Dataset extract:
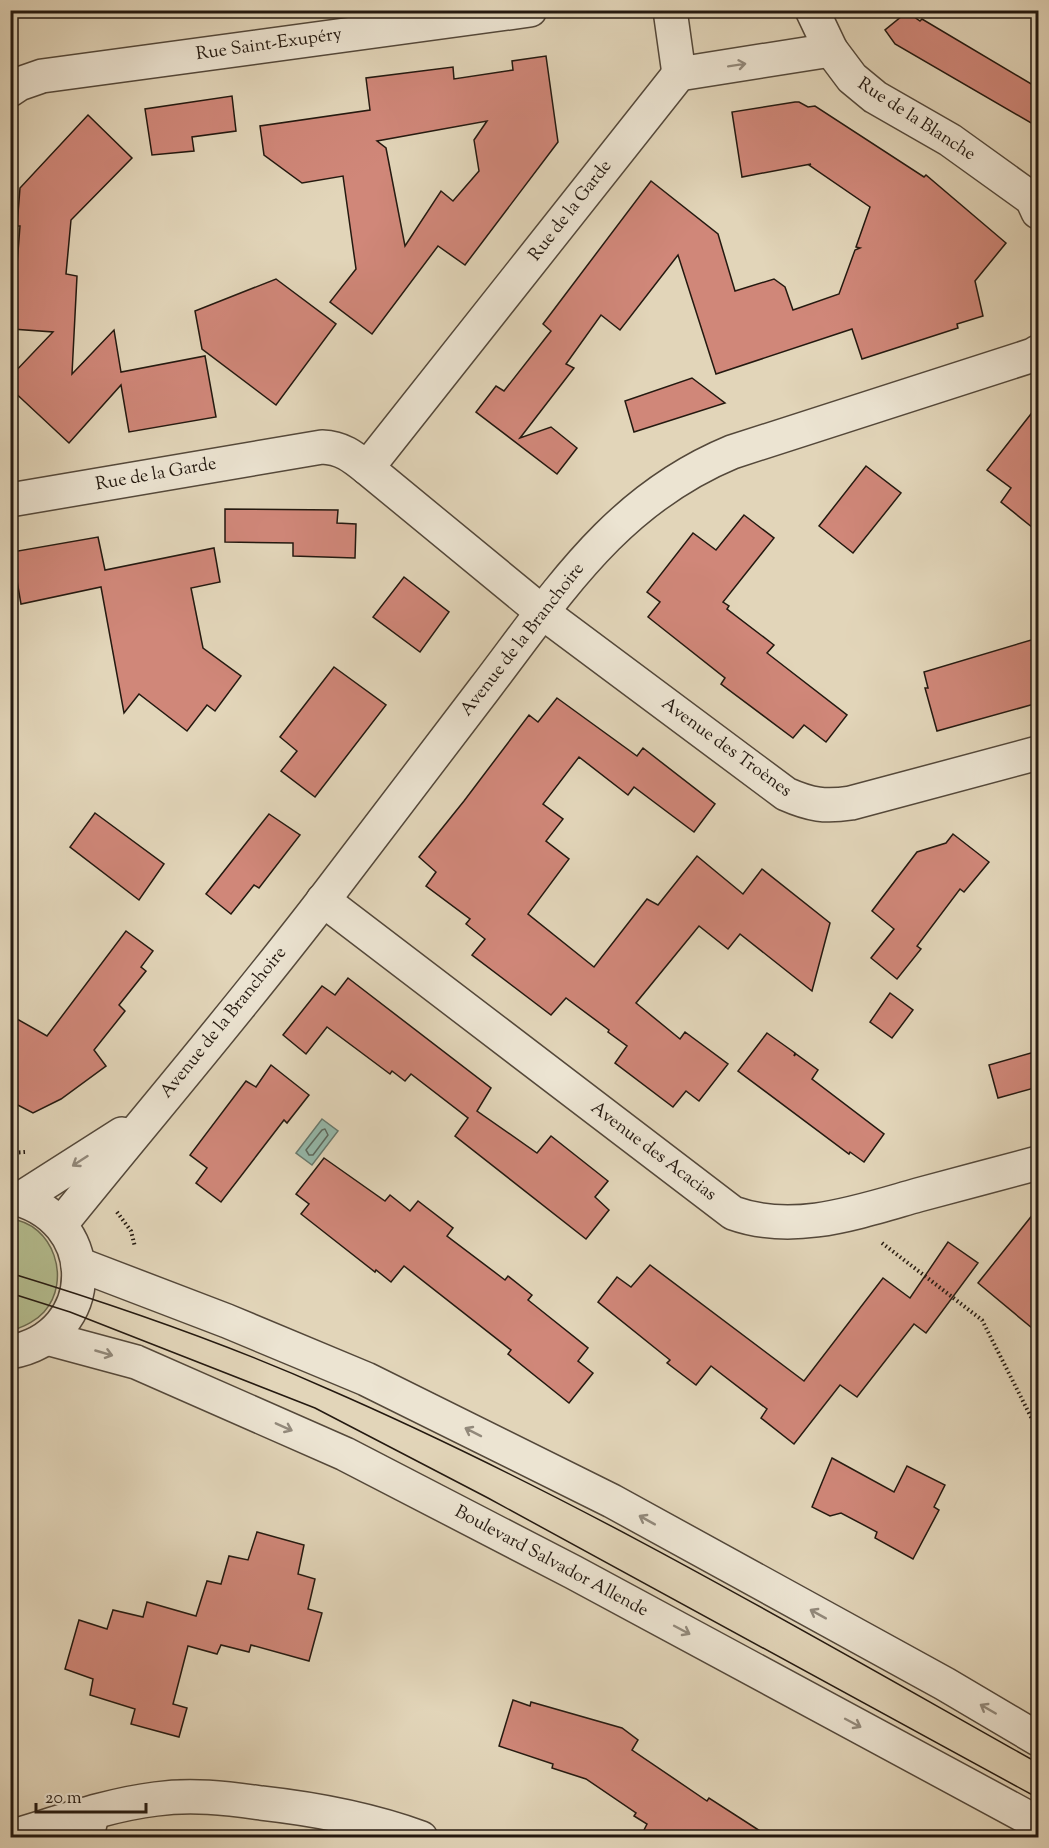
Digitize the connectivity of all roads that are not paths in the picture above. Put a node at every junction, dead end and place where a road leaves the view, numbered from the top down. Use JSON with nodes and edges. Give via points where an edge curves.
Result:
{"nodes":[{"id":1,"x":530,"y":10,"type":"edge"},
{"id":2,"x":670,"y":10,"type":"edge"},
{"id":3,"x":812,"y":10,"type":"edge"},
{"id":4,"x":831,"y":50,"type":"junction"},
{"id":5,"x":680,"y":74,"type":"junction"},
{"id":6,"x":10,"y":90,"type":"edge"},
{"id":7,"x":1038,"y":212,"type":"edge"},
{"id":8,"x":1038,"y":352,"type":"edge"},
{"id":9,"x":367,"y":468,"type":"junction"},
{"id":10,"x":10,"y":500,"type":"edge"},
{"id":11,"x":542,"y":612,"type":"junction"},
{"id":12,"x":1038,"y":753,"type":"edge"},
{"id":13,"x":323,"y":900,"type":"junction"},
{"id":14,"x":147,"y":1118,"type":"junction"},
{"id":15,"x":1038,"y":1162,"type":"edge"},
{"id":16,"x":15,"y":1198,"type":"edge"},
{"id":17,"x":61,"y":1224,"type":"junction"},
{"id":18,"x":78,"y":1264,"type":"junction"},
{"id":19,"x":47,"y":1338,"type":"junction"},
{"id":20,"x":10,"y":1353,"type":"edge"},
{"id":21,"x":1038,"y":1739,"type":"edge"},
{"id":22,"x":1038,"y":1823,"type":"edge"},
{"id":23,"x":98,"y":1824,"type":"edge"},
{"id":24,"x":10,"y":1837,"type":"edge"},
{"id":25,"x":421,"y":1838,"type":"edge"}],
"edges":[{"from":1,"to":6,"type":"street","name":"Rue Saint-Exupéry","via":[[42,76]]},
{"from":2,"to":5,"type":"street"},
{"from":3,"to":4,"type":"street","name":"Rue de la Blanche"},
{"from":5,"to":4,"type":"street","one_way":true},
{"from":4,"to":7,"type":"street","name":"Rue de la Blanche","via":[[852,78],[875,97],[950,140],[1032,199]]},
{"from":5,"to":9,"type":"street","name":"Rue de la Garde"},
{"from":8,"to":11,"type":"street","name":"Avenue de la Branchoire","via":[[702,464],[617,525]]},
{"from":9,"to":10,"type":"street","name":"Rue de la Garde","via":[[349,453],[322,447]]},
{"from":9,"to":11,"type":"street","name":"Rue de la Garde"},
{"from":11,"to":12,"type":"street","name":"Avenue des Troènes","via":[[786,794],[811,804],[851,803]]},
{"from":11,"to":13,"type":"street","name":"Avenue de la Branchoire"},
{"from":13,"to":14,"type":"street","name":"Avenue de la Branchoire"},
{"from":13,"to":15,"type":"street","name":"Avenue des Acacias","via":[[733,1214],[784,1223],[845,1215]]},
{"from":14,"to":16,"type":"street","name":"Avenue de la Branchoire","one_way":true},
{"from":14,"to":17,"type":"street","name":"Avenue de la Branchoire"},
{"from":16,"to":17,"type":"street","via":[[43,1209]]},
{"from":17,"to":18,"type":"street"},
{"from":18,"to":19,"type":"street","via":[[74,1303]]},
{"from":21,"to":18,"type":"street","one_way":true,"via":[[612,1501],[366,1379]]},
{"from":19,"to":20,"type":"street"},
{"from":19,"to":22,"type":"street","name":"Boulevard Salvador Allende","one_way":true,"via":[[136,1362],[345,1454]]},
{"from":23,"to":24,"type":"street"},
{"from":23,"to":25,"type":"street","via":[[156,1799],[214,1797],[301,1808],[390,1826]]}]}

* * *

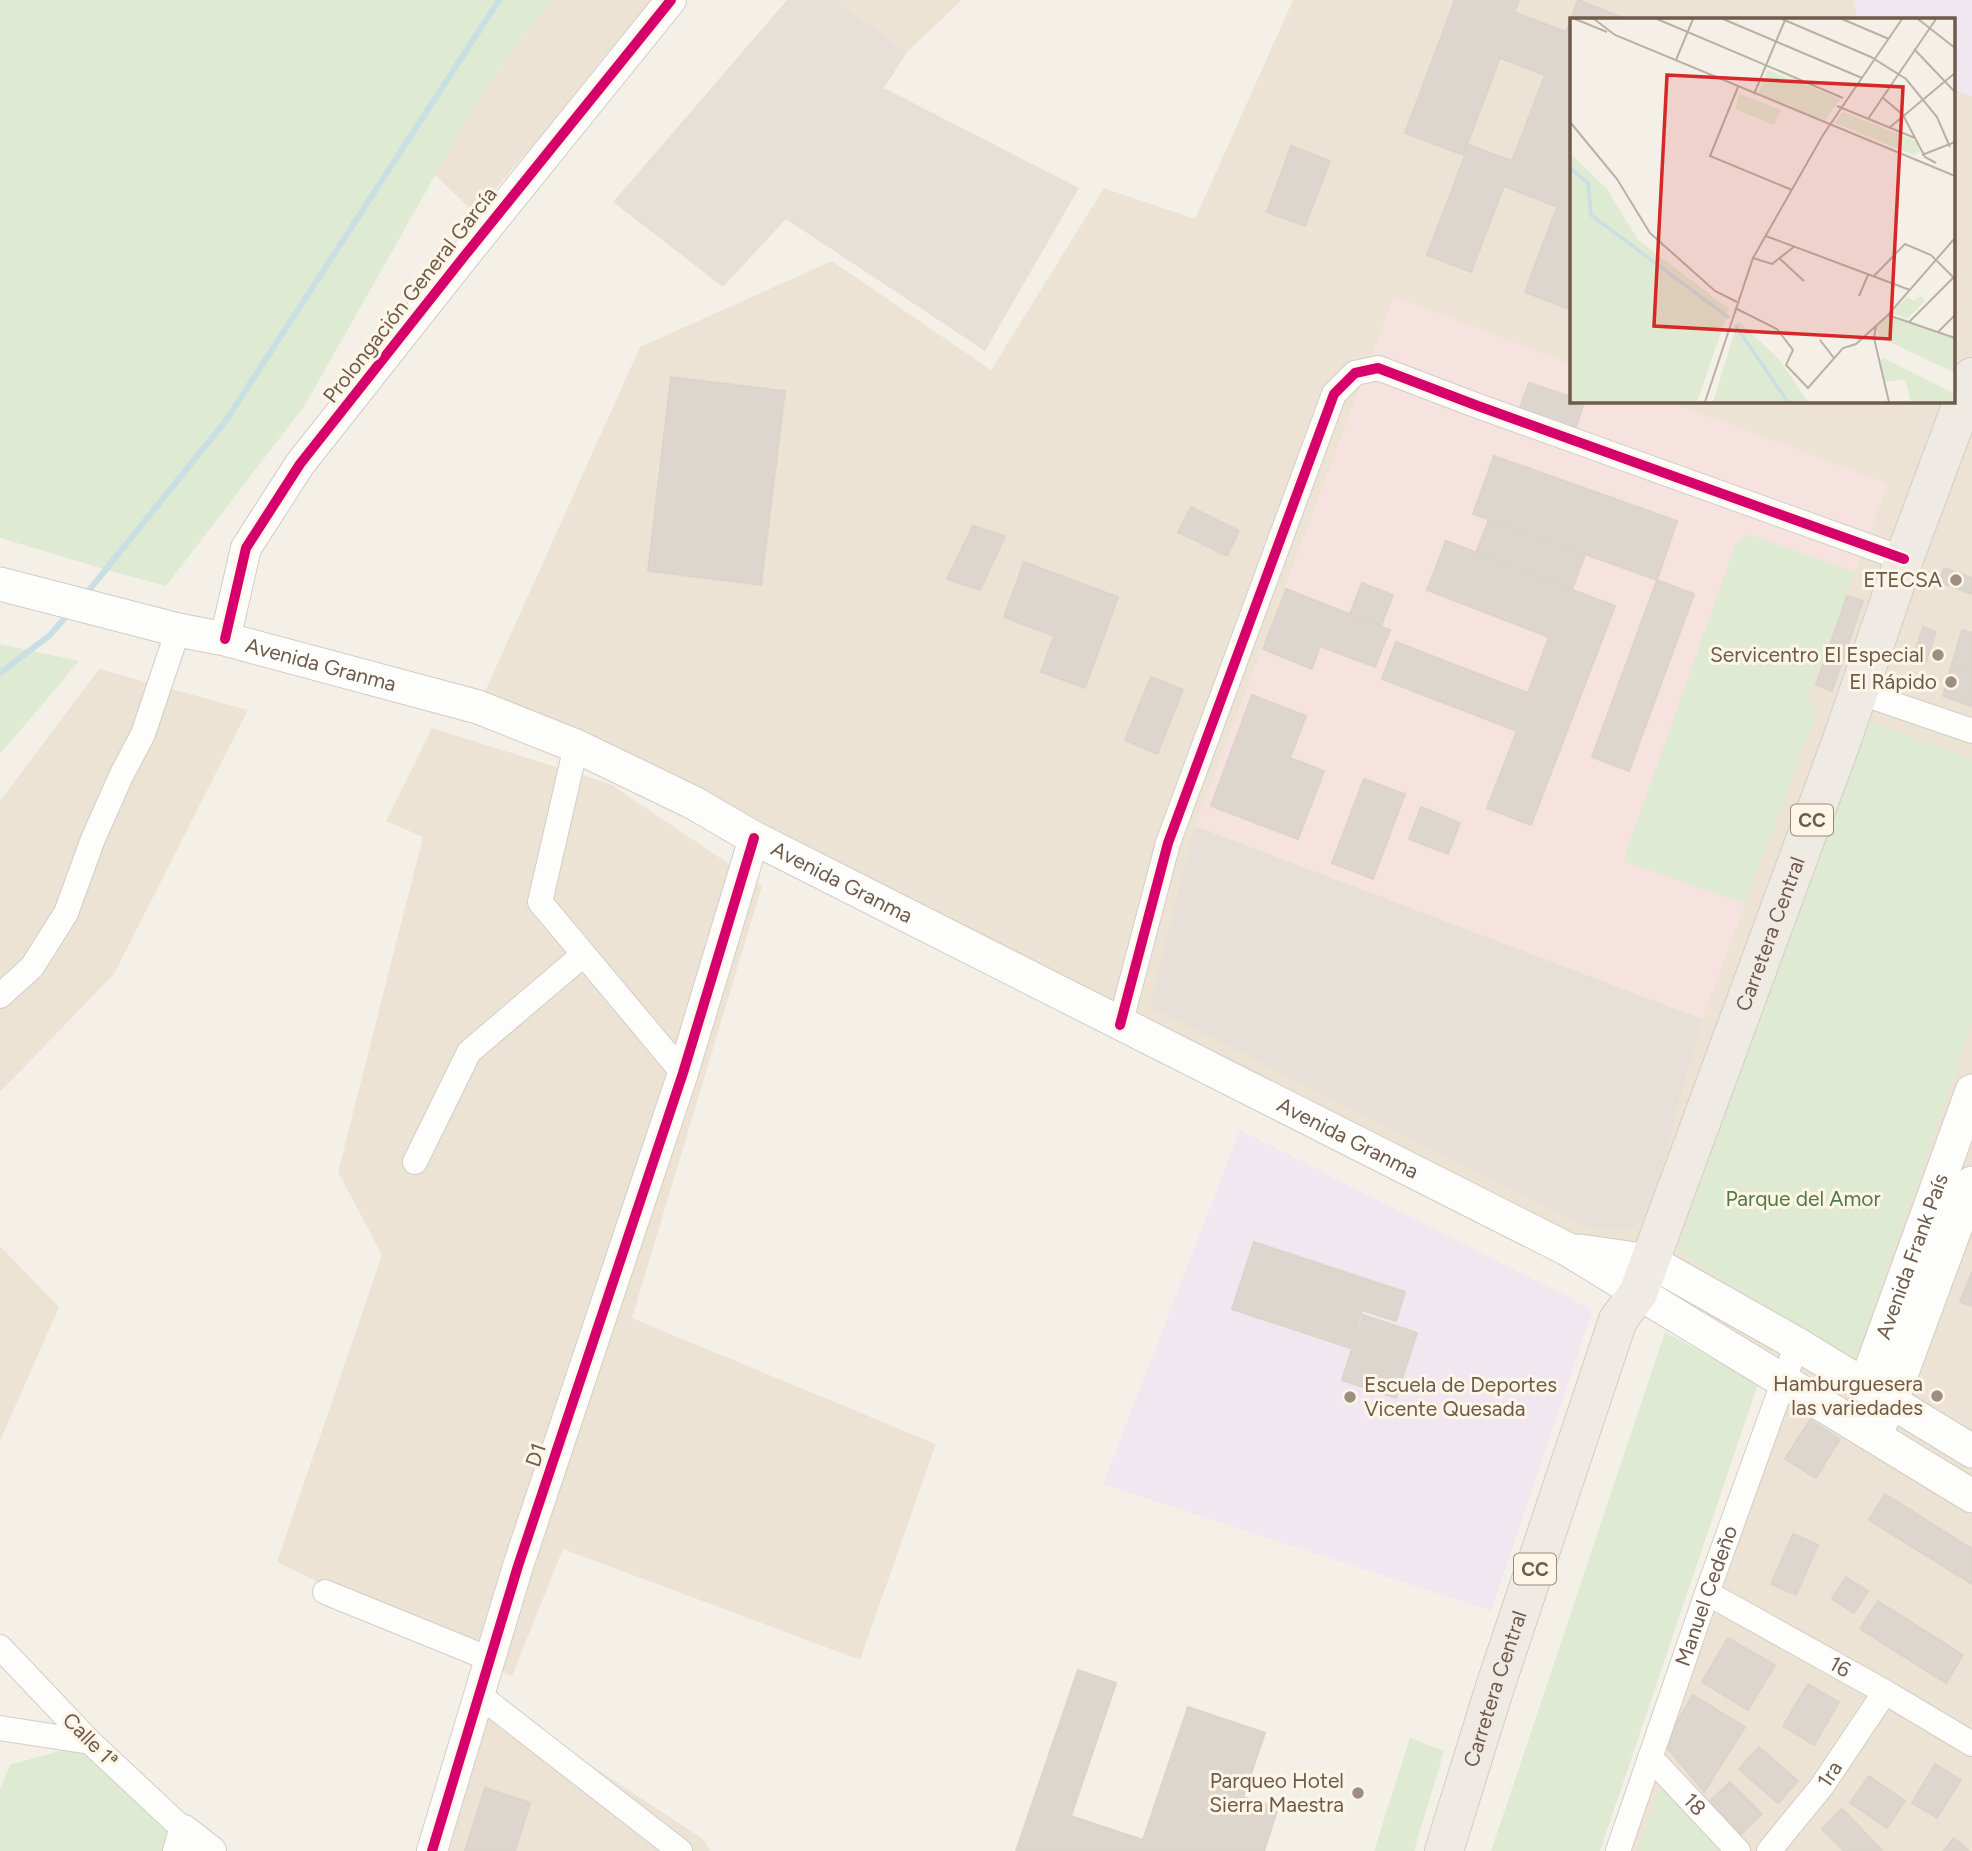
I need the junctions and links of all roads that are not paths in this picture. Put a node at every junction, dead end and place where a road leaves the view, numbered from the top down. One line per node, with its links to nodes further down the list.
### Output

Exercise requirements: Check each line above for the string "road" and return those that contain it.

Solution to this task:
Digitize the connectivity of all roads that are not paths in the picture above. Put a node at every junction, dead end and place where a road leaves the view, numbered from the top down. Use JSON with nodes and edges. Give via points where an edge curves.
I need the junctions and links of all roads that are not paths in this picture. Put a node at every junction, dead end and place where a road leaves the view, numbered from the top down. One line per node, with its links to nodes further down the list.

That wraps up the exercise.